ACTIVITY:
Wherever an image appears in the entries, drop it and reproduce everything else exactly.
Segment Start: RECORDS SUPPLIED
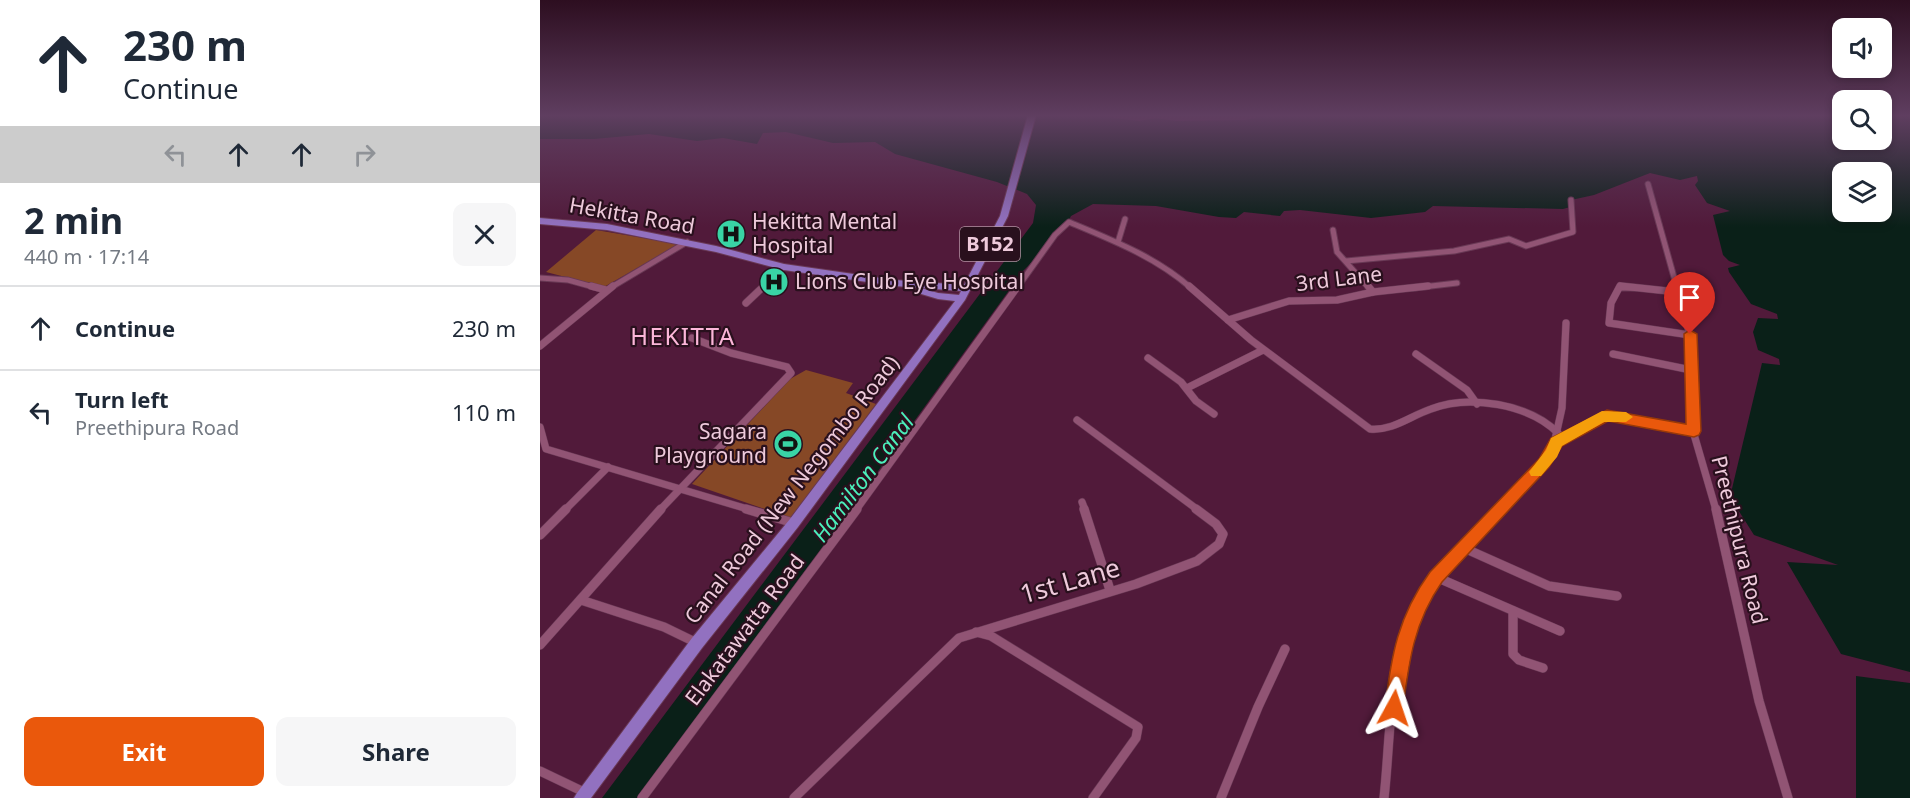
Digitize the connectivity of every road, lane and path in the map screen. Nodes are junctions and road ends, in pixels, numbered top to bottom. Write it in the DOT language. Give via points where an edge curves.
graph roads {
  1 [pos="1023,152"];
  2 [pos="1648,184"];
  3 [pos="1571,200"];
  4 [pos="1125,219"];
  5 [pos="540,221"];
  6 [pos="1333,230"];
  7 [pos="687,242"];
  8 [pos="1118,242"];
  9 [pos="1346,261"];
  10 [pos="784,267"];
  11 [pos="540,278"];
  12 [pos="1457,283"];
  13 [pos="606,291"];
  14 [pos="1373,292"];
  15 [pos="1677,292"];
  16 [pos="965,293"];
  17 [pos="746,303"];
  18 [pos="1228,320"];
  19 [pos="1566,322"];
  20 [pos="1690,334"];
  21 [pos="692,338"];
  22 [pos="540,346"];
  23 [pos="1263,350"];
  24 [pos="1416,354"];
  25 [pos="1613,354"];
  26 [pos="1148,358"];
  27 [pos="1691,370"];
  28 [pos="1187,388"];
  29 [pos="1477,404"];
  30 [pos="1214,414"];
  31 [pos="1077,420"];
  32 [pos="540,427"];
  33 [pos="1694,431"];
  34 [pos="1557,438"];
  35 [pos="543,449"];
  36 [pos="608,467"];
  37 [pos="680,488"];
  38 [pos="1082,502"];
  39 [pos="794,523"];
  40 [pos="540,535"];
  41 [pos="1464,548"];
  42 [pos="1436,577"];
  43 [pos="1110,590"];
  44 [pos="1617,596"];
  45 [pos="581,600"];
  46 [pos="1513,611"];
  47 [pos="1560,631"];
  48 [pos="974,632"];
  49 [pos="697,643"];
  50 [pos="540,645"];
  51 [pos="1285,649"];
  52 [pos="1543,668"];
  53 [pos="540,771"];
  54 [pos="584,795"];
  55 [pos="642,798"];
  56 [pos="794,798"];
  57 [pos="1093,798"];
  58 [pos="1222,798"];
  59 [pos="1384,798"];
  60 [pos="1788,798"];
  1 -- 16 [label="main road, Canal Road (New Negombo Road) / B152" via="1000,226"];
  2 -- 15 [label="street, Preethipura Road"];
  3 -- 9 [label="street" via="1573,232 1552,241 1539,240 1526,246 1509,239 1454,251"];
  4 -- 8 [label="street"];
  5 -- 7 [label="main road, Hekitta Road" via="607,227"];
  6 -- 9 [label="street" via="1336,249"];
  7 -- 10 [label="main road, Hekitta Road"];
  7 -- 13 [label="street"];
  8 -- 18 [label="street" via="1171,270"];
  8 -- 55 [label="street, Elakatawatta Road" via="1069,222 1055,235"];
  9 -- 14 [label="street"];
  10 -- 16 [label="main road, Hekitta Road" via="895,283 938,296"];
  10 -- 17 [label="street"];
  11 -- 13 [label="street" via="568,280"];
  12 -- 14 [label="street, 3rd Lane"];
  13 -- 22 [label="street"];
  14 -- 18 [label="street, 3rd Lane" via="1337,300 1289,301"];
  15 -- 20 [label="street, Preethipura Road"];
  15 -- 20 [label="street" via="1620,286 1611,303 1609,323"];
  16 -- 39 [label="main road, Canal Road (New Negombo Road) / B152"];
  18 -- 23 [label="street"];
  19 -- 34 [label="street"];
  20 -- 27 [label="street, Preethipura Road"];
  21 -- 37 [label="street" via="730,353 787,367 790,373"];
  23 -- 28 [label="street"];
  23 -- 29 [label="street" via="1370,429 1384,429 1438,406"];
  24 -- 29 [label="street" via="1467,390"];
  25 -- 27 [label="street"];
  26 -- 28 [label="street"];
  27 -- 33 [label="street, Preethipura Road"];
  28 -- 30 [label="street"];
  29 -- 34 [label="street" via="1527,412 1546,421"];
  31 -- 43 [label="street, 1st Lane" via="1216,524 1223,534 1219,544 1197,561"];
  32 -- 35 [label="street"];
  33 -- 34 [label="street" via="1607,415"];
  33 -- 60 [label="street, Preethipura Road" via="1713,495 1759,701"];
  34 -- 41 [label="street" via="1544,463"];
  35 -- 36 [label="street"];
  36 -- 37 [label="street"];
  36 -- 40 [label="street"];
  37 -- 39 [label="street"];
  37 -- 45 [label="street"];
  38 -- 43 [label="street"];
  39 -- 49 [label="main road, Canal Road (New Negombo Road) / B152"];
  41 -- 42 [label="street"];
  41 -- 44 [label="street" via="1549,586"];
  42 -- 46 [label="street"];
  42 -- 59 [label="street" via="1417,607 1397,666"];
  43 -- 48 [label="street, 1st Lane"];
  45 -- 49 [label="street" via="664,627"];
  45 -- 50 [label="street"];
  46 -- 47 [label="street"];
  46 -- 52 [label="street" via="1514,654 1519,660"];
  48 -- 56 [label="street, 1st Lane" via="959,638"];
  48 -- 57 [label="street" via="990,636 1137,727 1132,744"];
  49 -- 54 [label="main road, Canal Road (New Negombo Road) / B152"];
  51 -- 58 [label="street"];
  53 -- 54 [label="street"];
}
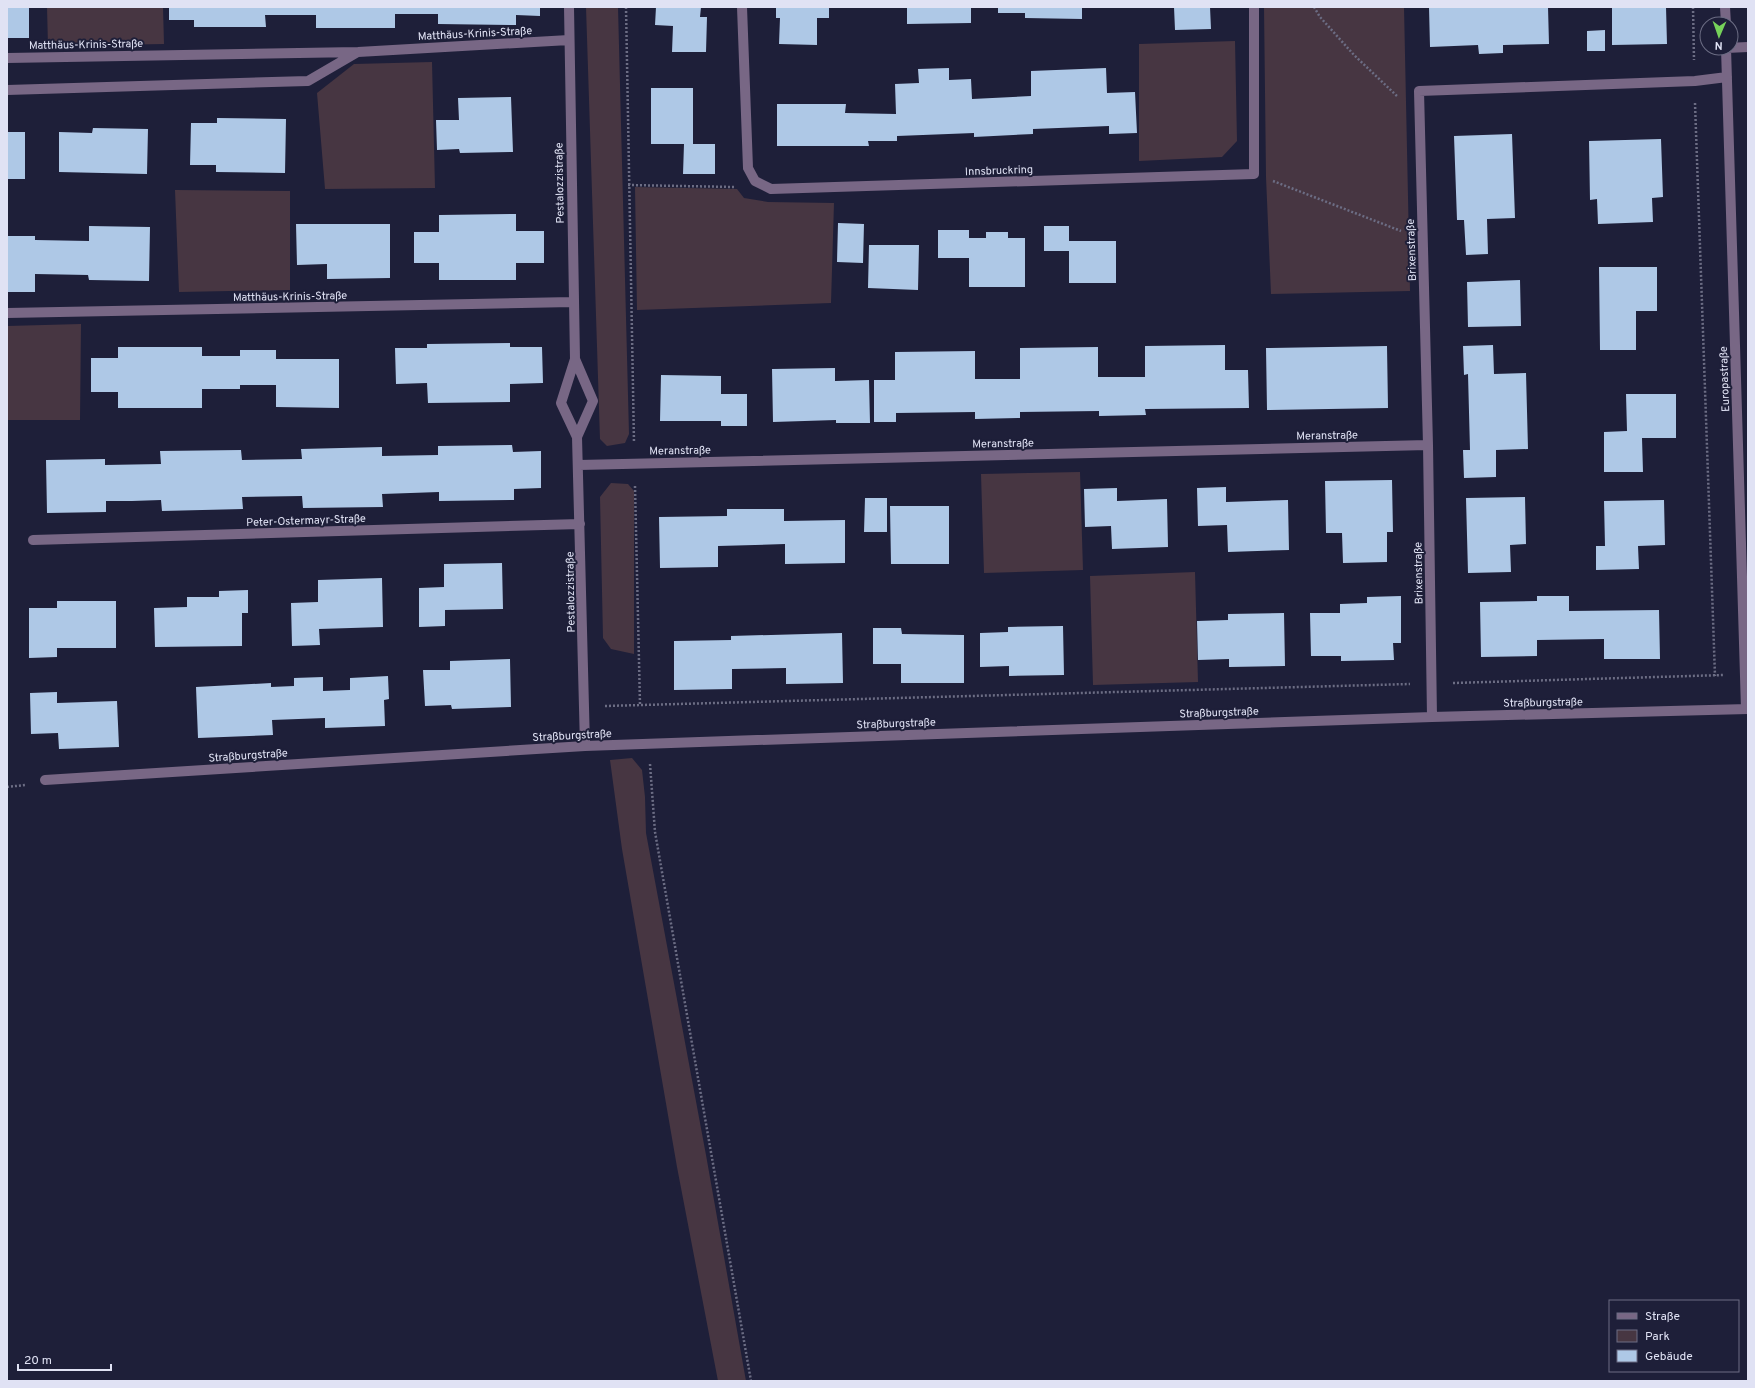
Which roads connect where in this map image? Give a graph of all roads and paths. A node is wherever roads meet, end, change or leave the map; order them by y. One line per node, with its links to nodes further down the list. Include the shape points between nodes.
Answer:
1 (568, 7): 7 (street, Pestalozzistraße)
2 (626, 7): 17 (path)
3 (742, 7): 16 (street, via 748,168)
4 (1254, 7): 15 (street)
5 (1314, 7): 14 (path, via 1354,56 1397,97)
6 (1692, 7): 12 (path)
7 (569, 40): 8 (street, Matthäus-Krinis-Straße); 19 (street, Pestalozzistraße)
8 (358, 52): 10 (street, Matthäus-Krinis-Straße); 13 (street, Matthäus-Krinis-Straße, via 308,81)
9 (1726, 56): 11 (street, Europastraße)
10 (7, 58)
11 (1727, 77): 12 (street, Brixenstraße); 28 (street, Europastraße)
12 (1695, 81): 14 (street, Brixenstraße, via 1419,91); 29 (path)
13 (7, 90)
14 (1419, 105): 18 (street, Brixenstraße)
15 (1254, 174): 16 (street, Innsbruckring, via 771,189); 18 (path, via 1388,227)
16 (755, 181): 17 (path, via 739,187)
17 (628, 185): 24 (path)
18 (1423, 238): 23 (street, Brixenstraße)
19 (573, 302): 20 (street, Matthäus-Krinis-Straße); 21 (street, Pestalozzistraße)
20 (7, 314)
21 (575, 359): 22 (street, Pestalozzistraße, via 561,404); 22 (street, Pestalozzistraße, via 593,401)
22 (577, 437): 25 (street, Pestalozzistraße)
23 (1428, 445): 24 (street, Meranstraße); 30 (street, Brixenstraße)
24 (634, 463): 25 (street, Meranstraße); 31 (path)
25 (579, 465): 26 (street, Pestalozzistraße)
26 (580, 524): 27 (street, Peter-Ostermayr-Straße); 32 (street, Pestalozzistraße)
27 (33, 540)
28 (1745, 675): 29 (path); 33 (street, Europastraße)
29 (1715, 676): 30 (path)
30 (1432, 683): 31 (path); 34 (street, Brixenstraße)
31 (640, 705): 32 (path)
32 (585, 707): 36 (street, Pestalozzistraße)
33 (1747, 709): 34 (street, Straßburgstraße)
34 (1432, 717): 35 (street, Straßburgstraße)
35 (648, 744): 36 (street, Straßburgstraße); 38 (path, via 655,832)
36 (586, 746): 37 (street, Straßburgstraße)
37 (45, 780)
38 (751, 1381)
Segment End: RECORDS SUPPLIED
RESULT:
Digitize the connectivity of every road, lane and path in the map screen. Nodes are junctions and road ends, in pixels, numbered top to bottom. Write it in the DOT language. Give via points where an edge curves.
graph roads {
  1 [pos="1023,152"];
  2 [pos="1648,184"];
  3 [pos="1571,200"];
  4 [pos="1125,219"];
  5 [pos="540,221"];
  6 [pos="1333,230"];
  7 [pos="687,242"];
  8 [pos="1118,242"];
  9 [pos="1346,261"];
  10 [pos="784,267"];
  11 [pos="540,278"];
  12 [pos="1457,283"];
  13 [pos="606,291"];
  14 [pos="1373,292"];
  15 [pos="1677,292"];
  16 [pos="965,293"];
  17 [pos="746,303"];
  18 [pos="1228,320"];
  19 [pos="1566,322"];
  20 [pos="1690,334"];
  21 [pos="692,338"];
  22 [pos="540,346"];
  23 [pos="1263,350"];
  24 [pos="1416,354"];
  25 [pos="1613,354"];
  26 [pos="1148,358"];
  27 [pos="1691,370"];
  28 [pos="1187,388"];
  29 [pos="1477,404"];
  30 [pos="1214,414"];
  31 [pos="1077,420"];
  32 [pos="540,427"];
  33 [pos="1694,431"];
  34 [pos="1557,438"];
  35 [pos="543,449"];
  36 [pos="608,467"];
  37 [pos="680,488"];
  38 [pos="1082,502"];
  39 [pos="794,523"];
  40 [pos="540,535"];
  41 [pos="1464,548"];
  42 [pos="1436,577"];
  43 [pos="1110,590"];
  44 [pos="1617,596"];
  45 [pos="581,600"];
  46 [pos="1513,611"];
  47 [pos="1560,631"];
  48 [pos="974,632"];
  49 [pos="697,643"];
  50 [pos="540,645"];
  51 [pos="1285,649"];
  52 [pos="1543,668"];
  53 [pos="540,771"];
  54 [pos="584,795"];
  55 [pos="642,798"];
  56 [pos="794,798"];
  57 [pos="1093,798"];
  58 [pos="1222,798"];
  59 [pos="1384,798"];
  60 [pos="1788,798"];
  1 -- 16 [label="main road, Canal Road (New Negombo Road) / B152" via="1000,226"];
  2 -- 15 [label="street, Preethipura Road"];
  3 -- 9 [label="street" via="1573,232 1552,241 1539,240 1526,246 1509,239 1454,251"];
  4 -- 8 [label="street"];
  5 -- 7 [label="main road, Hekitta Road" via="607,227"];
  6 -- 9 [label="street" via="1336,249"];
  7 -- 10 [label="main road, Hekitta Road"];
  7 -- 13 [label="street"];
  8 -- 18 [label="street" via="1171,270"];
  8 -- 55 [label="street, Elakatawatta Road" via="1069,222 1055,235"];
  9 -- 14 [label="street"];
  10 -- 16 [label="main road, Hekitta Road" via="895,283 938,296"];
  10 -- 17 [label="street"];
  11 -- 13 [label="street" via="568,280"];
  12 -- 14 [label="street, 3rd Lane"];
  13 -- 22 [label="street"];
  14 -- 18 [label="street, 3rd Lane" via="1337,300 1289,301"];
  15 -- 20 [label="street, Preethipura Road"];
  15 -- 20 [label="street" via="1620,286 1611,303 1609,323"];
  16 -- 39 [label="main road, Canal Road (New Negombo Road) / B152"];
  18 -- 23 [label="street"];
  19 -- 34 [label="street"];
  20 -- 27 [label="street, Preethipura Road"];
  21 -- 37 [label="street" via="730,353 787,367 790,373"];
  23 -- 28 [label="street"];
  23 -- 29 [label="street" via="1370,429 1384,429 1438,406"];
  24 -- 29 [label="street" via="1467,390"];
  25 -- 27 [label="street"];
  26 -- 28 [label="street"];
  27 -- 33 [label="street, Preethipura Road"];
  28 -- 30 [label="street"];
  29 -- 34 [label="street" via="1527,412 1546,421"];
  31 -- 43 [label="street, 1st Lane" via="1216,524 1223,534 1219,544 1197,561"];
  32 -- 35 [label="street"];
  33 -- 34 [label="street" via="1607,415"];
  33 -- 60 [label="street, Preethipura Road" via="1713,495 1759,701"];
  34 -- 41 [label="street" via="1544,463"];
  35 -- 36 [label="street"];
  36 -- 37 [label="street"];
  36 -- 40 [label="street"];
  37 -- 39 [label="street"];
  37 -- 45 [label="street"];
  38 -- 43 [label="street"];
  39 -- 49 [label="main road, Canal Road (New Negombo Road) / B152"];
  41 -- 42 [label="street"];
  41 -- 44 [label="street" via="1549,586"];
  42 -- 46 [label="street"];
  42 -- 59 [label="street" via="1417,607 1397,666"];
  43 -- 48 [label="street, 1st Lane"];
  45 -- 49 [label="street" via="664,627"];
  45 -- 50 [label="street"];
  46 -- 47 [label="street"];
  46 -- 52 [label="street" via="1514,654 1519,660"];
  48 -- 56 [label="street, 1st Lane" via="959,638"];
  48 -- 57 [label="street" via="990,636 1137,727 1132,744"];
  49 -- 54 [label="main road, Canal Road (New Negombo Road) / B152"];
  51 -- 58 [label="street"];
  53 -- 54 [label="street"];
}
Which roads connect where in this map image? Give a graph of all roads and paths. A node is wherever roads meet, end, change or leave the map; order them by y. One line per node, with its links to nodes further down the list. Include the shape points between nodes.
Answer:
1 (568, 7): 7 (street, Pestalozzistraße)
2 (626, 7): 17 (path)
3 (742, 7): 16 (street, via 748,168)
4 (1254, 7): 15 (street)
5 (1314, 7): 14 (path, via 1354,56 1397,97)
6 (1692, 7): 12 (path)
7 (569, 40): 8 (street, Matthäus-Krinis-Straße); 19 (street, Pestalozzistraße)
8 (358, 52): 10 (street, Matthäus-Krinis-Straße); 13 (street, Matthäus-Krinis-Straße, via 308,81)
9 (1726, 56): 11 (street, Europastraße)
10 (7, 58)
11 (1727, 77): 12 (street, Brixenstraße); 28 (street, Europastraße)
12 (1695, 81): 14 (street, Brixenstraße, via 1419,91); 29 (path)
13 (7, 90)
14 (1419, 105): 18 (street, Brixenstraße)
15 (1254, 174): 16 (street, Innsbruckring, via 771,189); 18 (path, via 1388,227)
16 (755, 181): 17 (path, via 739,187)
17 (628, 185): 24 (path)
18 (1423, 238): 23 (street, Brixenstraße)
19 (573, 302): 20 (street, Matthäus-Krinis-Straße); 21 (street, Pestalozzistraße)
20 (7, 314)
21 (575, 359): 22 (street, Pestalozzistraße, via 561,404); 22 (street, Pestalozzistraße, via 593,401)
22 (577, 437): 25 (street, Pestalozzistraße)
23 (1428, 445): 24 (street, Meranstraße); 30 (street, Brixenstraße)
24 (634, 463): 25 (street, Meranstraße); 31 (path)
25 (579, 465): 26 (street, Pestalozzistraße)
26 (580, 524): 27 (street, Peter-Ostermayr-Straße); 32 (street, Pestalozzistraße)
27 (33, 540)
28 (1745, 675): 29 (path); 33 (street, Europastraße)
29 (1715, 676): 30 (path)
30 (1432, 683): 31 (path); 34 (street, Brixenstraße)
31 (640, 705): 32 (path)
32 (585, 707): 36 (street, Pestalozzistraße)
33 (1747, 709): 34 (street, Straßburgstraße)
34 (1432, 717): 35 (street, Straßburgstraße)
35 (648, 744): 36 (street, Straßburgstraße); 38 (path, via 655,832)
36 (586, 746): 37 (street, Straßburgstraße)
37 (45, 780)
38 (751, 1381)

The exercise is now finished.